According to Brighton newspaper The Argus, John Catt's daughter Linda "has demanded an apology as well as confirmation her fathers details would be completely removed from the database," and has "called on the Home Office to look at disbanding the database altogether."
The paper also quotes Catt's lawyer Shamik Dutta, who "called on the Government to 'urgently revisit' its definition of domestic extremism and police practices and to remove his details from the database alongside others who are thought to have been added to it unnecessarily, like journalists."
The case began in 2010 when John Catt requested the deletion of records on his presence at demonstrations held in the domestic extremism database.
After various UK courts found for and against Mr Catt, the case ended up before the European Court of Human Rights.
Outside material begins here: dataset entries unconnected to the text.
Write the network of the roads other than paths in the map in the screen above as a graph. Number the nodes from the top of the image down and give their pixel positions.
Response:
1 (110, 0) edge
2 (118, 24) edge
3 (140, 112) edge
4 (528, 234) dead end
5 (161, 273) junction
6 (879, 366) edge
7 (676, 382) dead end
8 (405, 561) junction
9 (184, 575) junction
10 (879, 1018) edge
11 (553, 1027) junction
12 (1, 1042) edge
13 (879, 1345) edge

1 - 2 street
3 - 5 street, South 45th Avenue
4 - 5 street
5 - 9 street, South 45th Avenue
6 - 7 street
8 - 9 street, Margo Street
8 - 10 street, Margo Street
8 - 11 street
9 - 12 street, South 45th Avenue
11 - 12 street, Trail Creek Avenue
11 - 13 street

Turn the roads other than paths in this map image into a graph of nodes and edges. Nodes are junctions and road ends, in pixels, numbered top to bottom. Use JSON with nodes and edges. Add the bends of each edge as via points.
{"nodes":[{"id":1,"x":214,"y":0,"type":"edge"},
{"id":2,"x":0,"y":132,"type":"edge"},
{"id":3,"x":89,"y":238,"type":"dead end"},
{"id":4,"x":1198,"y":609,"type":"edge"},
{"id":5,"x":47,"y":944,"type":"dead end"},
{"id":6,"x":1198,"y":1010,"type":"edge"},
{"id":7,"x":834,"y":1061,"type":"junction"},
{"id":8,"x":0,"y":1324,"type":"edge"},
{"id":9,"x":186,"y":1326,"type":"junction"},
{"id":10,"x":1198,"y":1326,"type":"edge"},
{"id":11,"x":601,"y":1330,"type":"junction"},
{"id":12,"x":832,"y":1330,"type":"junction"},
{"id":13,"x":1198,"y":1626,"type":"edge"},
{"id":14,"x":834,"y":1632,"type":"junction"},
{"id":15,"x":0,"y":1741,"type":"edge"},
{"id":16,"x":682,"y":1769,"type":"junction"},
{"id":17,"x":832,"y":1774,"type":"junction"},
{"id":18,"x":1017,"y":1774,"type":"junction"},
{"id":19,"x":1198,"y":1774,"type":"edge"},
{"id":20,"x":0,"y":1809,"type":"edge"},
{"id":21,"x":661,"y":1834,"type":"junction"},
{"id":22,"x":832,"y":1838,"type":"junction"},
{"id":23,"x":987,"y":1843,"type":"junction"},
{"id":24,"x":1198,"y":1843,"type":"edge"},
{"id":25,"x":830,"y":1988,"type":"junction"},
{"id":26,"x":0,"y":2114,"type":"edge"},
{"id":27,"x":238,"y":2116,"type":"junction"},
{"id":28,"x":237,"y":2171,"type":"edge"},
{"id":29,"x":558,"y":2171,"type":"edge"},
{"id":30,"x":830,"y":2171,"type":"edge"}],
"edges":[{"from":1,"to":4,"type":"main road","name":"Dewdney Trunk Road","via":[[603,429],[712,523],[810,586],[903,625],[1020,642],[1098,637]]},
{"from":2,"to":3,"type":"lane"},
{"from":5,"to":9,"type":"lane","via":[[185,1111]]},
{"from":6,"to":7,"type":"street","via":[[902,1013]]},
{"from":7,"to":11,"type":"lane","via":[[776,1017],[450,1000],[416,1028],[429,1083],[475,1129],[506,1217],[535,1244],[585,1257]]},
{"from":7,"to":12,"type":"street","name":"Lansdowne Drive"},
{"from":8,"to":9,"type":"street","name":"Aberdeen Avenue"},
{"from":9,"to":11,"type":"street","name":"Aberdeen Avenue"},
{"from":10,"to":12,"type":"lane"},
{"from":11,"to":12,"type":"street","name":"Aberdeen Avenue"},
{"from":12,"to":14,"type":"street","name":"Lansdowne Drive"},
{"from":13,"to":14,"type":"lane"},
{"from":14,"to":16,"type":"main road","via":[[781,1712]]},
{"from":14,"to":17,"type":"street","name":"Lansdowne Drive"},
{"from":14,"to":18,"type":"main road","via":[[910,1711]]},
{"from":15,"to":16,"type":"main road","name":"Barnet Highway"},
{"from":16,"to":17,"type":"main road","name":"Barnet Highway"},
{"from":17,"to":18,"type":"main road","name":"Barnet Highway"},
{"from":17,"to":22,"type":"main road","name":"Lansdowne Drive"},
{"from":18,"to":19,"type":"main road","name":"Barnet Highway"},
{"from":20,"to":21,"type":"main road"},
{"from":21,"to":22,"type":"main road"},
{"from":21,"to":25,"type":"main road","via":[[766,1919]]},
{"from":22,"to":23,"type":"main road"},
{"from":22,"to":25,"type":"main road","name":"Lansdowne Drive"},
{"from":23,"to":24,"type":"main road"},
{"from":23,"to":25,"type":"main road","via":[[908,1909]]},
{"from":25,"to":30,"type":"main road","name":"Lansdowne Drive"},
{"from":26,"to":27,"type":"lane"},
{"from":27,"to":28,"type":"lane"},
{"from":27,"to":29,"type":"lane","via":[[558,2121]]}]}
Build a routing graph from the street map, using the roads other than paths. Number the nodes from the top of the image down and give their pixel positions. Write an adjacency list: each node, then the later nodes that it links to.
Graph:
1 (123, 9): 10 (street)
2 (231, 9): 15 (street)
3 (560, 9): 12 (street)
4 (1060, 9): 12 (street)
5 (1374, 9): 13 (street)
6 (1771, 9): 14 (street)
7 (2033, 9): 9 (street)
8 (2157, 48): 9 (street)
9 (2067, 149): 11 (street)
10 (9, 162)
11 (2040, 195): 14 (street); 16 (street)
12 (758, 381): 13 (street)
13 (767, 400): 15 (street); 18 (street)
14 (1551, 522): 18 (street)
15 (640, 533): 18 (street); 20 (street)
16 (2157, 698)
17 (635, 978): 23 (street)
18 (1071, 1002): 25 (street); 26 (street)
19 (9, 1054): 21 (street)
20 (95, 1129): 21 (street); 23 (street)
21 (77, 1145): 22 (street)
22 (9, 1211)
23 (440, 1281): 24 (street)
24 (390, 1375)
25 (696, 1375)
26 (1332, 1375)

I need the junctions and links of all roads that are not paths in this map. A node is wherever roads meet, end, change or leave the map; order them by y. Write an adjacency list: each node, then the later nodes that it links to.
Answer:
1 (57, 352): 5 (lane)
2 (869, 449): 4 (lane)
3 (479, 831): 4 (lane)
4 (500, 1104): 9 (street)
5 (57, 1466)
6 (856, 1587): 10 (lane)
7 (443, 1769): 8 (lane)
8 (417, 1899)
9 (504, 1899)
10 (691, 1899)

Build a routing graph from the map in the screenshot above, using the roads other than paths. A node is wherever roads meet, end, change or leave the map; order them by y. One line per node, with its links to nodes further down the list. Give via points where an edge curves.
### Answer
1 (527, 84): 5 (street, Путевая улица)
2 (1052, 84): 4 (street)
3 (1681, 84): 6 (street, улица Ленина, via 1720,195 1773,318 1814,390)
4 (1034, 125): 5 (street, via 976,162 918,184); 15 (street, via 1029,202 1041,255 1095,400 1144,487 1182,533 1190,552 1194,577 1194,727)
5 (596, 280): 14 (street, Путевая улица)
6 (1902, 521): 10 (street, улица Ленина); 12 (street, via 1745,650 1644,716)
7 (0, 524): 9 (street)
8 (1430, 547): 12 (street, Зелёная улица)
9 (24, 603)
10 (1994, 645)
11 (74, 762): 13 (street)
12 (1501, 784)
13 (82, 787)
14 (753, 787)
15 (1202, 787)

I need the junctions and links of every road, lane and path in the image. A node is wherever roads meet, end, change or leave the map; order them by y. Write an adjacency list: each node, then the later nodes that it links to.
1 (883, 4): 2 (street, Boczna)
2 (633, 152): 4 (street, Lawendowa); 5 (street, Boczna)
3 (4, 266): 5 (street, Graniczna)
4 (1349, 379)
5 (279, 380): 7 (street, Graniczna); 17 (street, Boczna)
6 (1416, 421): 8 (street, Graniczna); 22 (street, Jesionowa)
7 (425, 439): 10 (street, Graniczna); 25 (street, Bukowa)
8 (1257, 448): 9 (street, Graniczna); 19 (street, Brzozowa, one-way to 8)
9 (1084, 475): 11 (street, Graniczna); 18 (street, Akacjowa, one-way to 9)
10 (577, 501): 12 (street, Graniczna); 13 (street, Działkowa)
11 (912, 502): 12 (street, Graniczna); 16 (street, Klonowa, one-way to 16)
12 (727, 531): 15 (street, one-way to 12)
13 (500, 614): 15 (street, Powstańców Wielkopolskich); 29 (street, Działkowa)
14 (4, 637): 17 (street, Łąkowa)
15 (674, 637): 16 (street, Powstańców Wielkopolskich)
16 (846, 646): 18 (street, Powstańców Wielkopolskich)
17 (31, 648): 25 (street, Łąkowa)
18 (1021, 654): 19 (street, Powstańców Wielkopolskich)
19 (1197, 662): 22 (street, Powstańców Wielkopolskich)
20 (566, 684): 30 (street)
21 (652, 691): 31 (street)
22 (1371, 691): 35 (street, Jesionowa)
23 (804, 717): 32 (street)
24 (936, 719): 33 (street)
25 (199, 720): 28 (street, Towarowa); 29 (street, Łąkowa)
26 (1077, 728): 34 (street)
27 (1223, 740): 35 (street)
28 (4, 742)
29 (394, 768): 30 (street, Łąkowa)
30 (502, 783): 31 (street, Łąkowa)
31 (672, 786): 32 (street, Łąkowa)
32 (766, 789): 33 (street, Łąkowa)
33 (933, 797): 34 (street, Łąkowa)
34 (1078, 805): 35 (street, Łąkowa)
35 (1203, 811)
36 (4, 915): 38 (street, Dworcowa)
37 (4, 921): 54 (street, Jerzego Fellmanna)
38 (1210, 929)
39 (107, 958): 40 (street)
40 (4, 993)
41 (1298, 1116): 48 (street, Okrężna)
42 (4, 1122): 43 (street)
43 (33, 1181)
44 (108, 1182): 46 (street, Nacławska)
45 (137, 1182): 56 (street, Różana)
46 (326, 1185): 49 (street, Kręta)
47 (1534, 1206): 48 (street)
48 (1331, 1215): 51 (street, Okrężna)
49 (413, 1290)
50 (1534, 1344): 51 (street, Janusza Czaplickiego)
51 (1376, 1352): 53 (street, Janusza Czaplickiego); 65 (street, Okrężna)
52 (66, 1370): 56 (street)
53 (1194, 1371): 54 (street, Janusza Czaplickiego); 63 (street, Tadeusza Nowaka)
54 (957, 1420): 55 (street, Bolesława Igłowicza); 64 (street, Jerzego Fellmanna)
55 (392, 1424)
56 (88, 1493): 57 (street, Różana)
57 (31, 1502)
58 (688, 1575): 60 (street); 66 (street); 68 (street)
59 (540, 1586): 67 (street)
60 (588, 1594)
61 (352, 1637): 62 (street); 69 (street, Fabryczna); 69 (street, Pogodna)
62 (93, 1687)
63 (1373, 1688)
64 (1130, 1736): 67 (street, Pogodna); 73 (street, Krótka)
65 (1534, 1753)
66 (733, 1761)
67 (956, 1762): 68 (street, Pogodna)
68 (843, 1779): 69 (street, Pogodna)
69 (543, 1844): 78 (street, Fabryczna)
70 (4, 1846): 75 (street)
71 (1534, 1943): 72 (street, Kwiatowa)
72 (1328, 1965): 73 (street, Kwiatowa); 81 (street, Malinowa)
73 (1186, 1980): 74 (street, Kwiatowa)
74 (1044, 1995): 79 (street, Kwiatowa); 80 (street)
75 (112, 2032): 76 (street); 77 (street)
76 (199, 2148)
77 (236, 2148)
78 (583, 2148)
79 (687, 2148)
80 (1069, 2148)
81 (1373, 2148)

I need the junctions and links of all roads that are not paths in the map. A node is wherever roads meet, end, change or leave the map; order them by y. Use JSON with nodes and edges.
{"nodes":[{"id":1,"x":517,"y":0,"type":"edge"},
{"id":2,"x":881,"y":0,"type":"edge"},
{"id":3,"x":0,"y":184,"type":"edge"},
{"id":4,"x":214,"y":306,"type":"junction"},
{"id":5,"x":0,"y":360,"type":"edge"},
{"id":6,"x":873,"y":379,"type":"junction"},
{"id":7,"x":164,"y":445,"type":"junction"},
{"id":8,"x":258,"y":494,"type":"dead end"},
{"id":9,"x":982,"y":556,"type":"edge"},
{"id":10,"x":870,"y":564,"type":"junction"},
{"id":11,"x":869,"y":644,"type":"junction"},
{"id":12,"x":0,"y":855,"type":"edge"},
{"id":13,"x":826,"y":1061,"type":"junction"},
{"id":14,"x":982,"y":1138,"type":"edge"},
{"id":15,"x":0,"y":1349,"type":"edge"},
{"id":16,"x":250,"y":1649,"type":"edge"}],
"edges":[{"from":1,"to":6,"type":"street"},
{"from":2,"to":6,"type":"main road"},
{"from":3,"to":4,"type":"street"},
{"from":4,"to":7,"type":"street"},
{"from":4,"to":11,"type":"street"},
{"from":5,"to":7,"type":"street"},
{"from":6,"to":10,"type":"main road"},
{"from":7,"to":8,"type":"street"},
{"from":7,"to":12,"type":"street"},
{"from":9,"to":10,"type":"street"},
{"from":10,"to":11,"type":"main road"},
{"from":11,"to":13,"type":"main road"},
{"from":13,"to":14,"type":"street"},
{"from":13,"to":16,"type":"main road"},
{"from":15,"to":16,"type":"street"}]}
In its judgment last week, the Grand Chamber found that:
"the continued retention of the data in Mr Catts case had been disproportionate because it was personal data which revealed political opinions and so had enhanced protection; it had been accepted that Mr Catt did not pose a threat to anyone, also taking into account his age; and there had been a lack of effective procedural safeguards."
- ECtHR press release: UK failed to protect the right to privacy of a lifelong activist whose personal data appeared in an extremism database (pdf)
- Judgment: Catt v UK (Application no. 43514/15) (pdf)
- Legal summary (pdf)
- Protester, 91, goes to European court over secret police files (July 2016)
- Will the Supreme Court give police the 'right' to mass surveillance? (December 2014)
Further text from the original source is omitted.